*The data*.
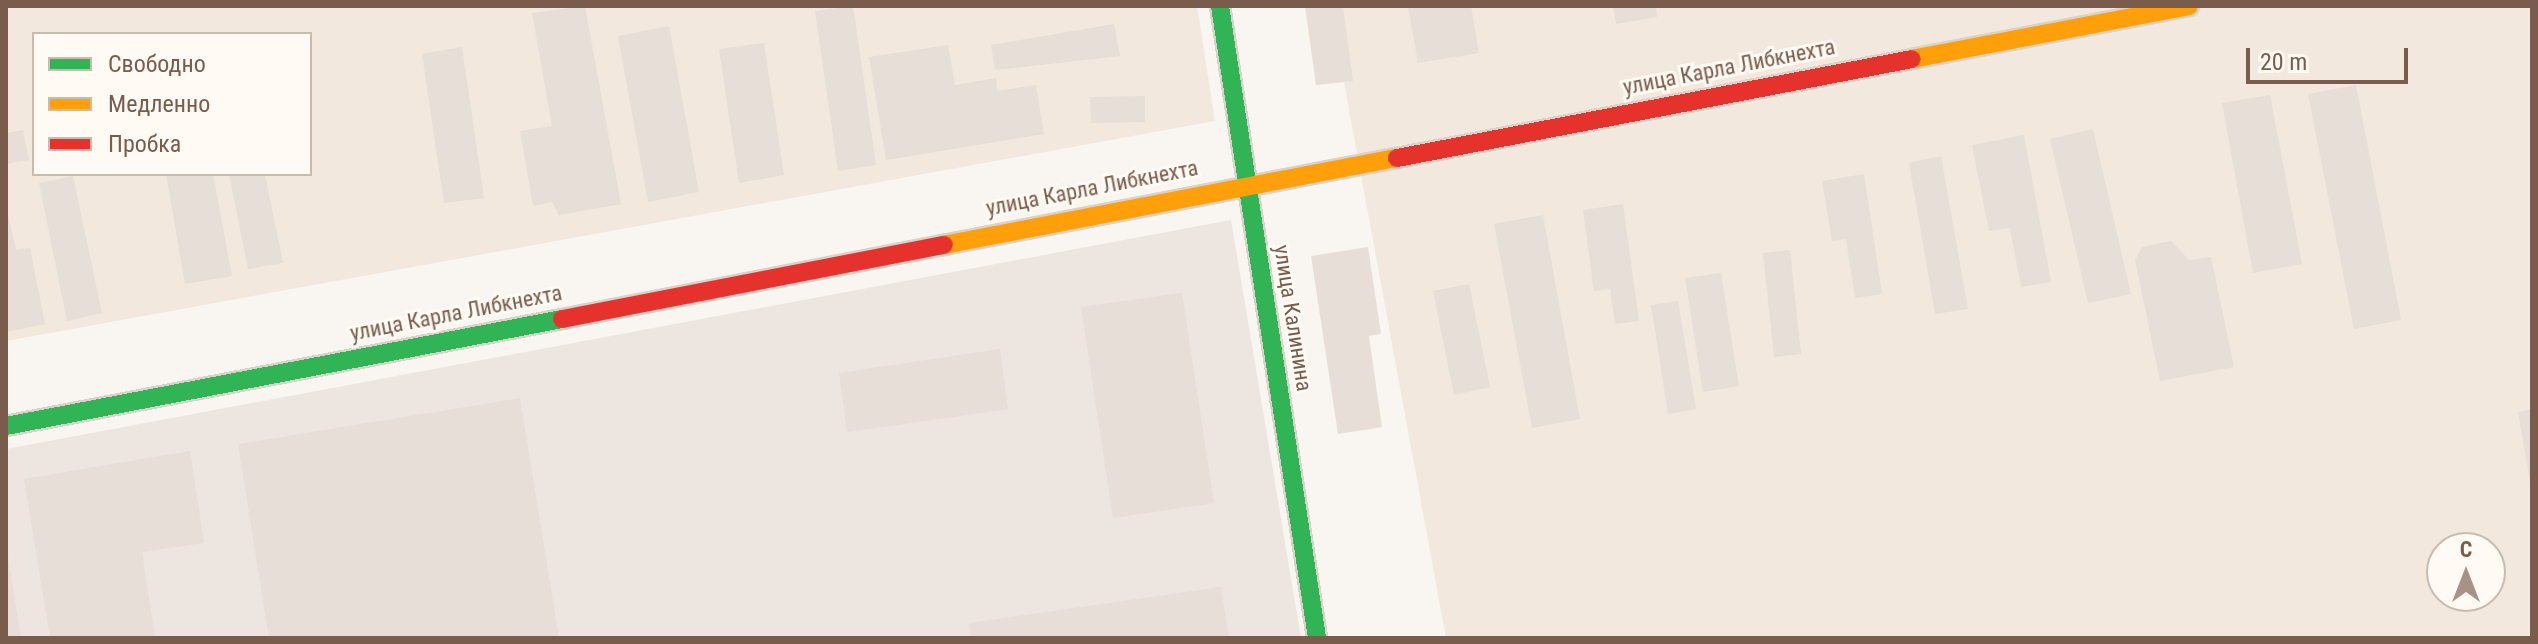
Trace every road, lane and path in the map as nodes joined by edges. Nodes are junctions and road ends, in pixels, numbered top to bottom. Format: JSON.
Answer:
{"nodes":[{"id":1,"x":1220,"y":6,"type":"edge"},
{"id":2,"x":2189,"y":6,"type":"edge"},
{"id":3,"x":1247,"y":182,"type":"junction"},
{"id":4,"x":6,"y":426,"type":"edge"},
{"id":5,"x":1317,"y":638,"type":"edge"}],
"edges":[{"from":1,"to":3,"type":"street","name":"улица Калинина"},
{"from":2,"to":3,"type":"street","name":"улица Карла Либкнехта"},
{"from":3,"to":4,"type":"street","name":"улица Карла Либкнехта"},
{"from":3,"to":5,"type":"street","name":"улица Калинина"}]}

*Problem*. The entries above should be written out in full, and any picture in them left out.

*Your response*.
Trace every road, lane and path in the map as nodes joined by edges. Nodes are junctions and road ends, in pixels, numbered top to bottom. Format: JSON.
Answer:
{"nodes":[{"id":1,"x":1220,"y":6,"type":"edge"},
{"id":2,"x":2189,"y":6,"type":"edge"},
{"id":3,"x":1247,"y":182,"type":"junction"},
{"id":4,"x":6,"y":426,"type":"edge"},
{"id":5,"x":1317,"y":638,"type":"edge"}],
"edges":[{"from":1,"to":3,"type":"street","name":"улица Калинина"},
{"from":2,"to":3,"type":"street","name":"улица Карла Либкнехта"},
{"from":3,"to":4,"type":"street","name":"улица Карла Либкнехта"},
{"from":3,"to":5,"type":"street","name":"улица Калинина"}]}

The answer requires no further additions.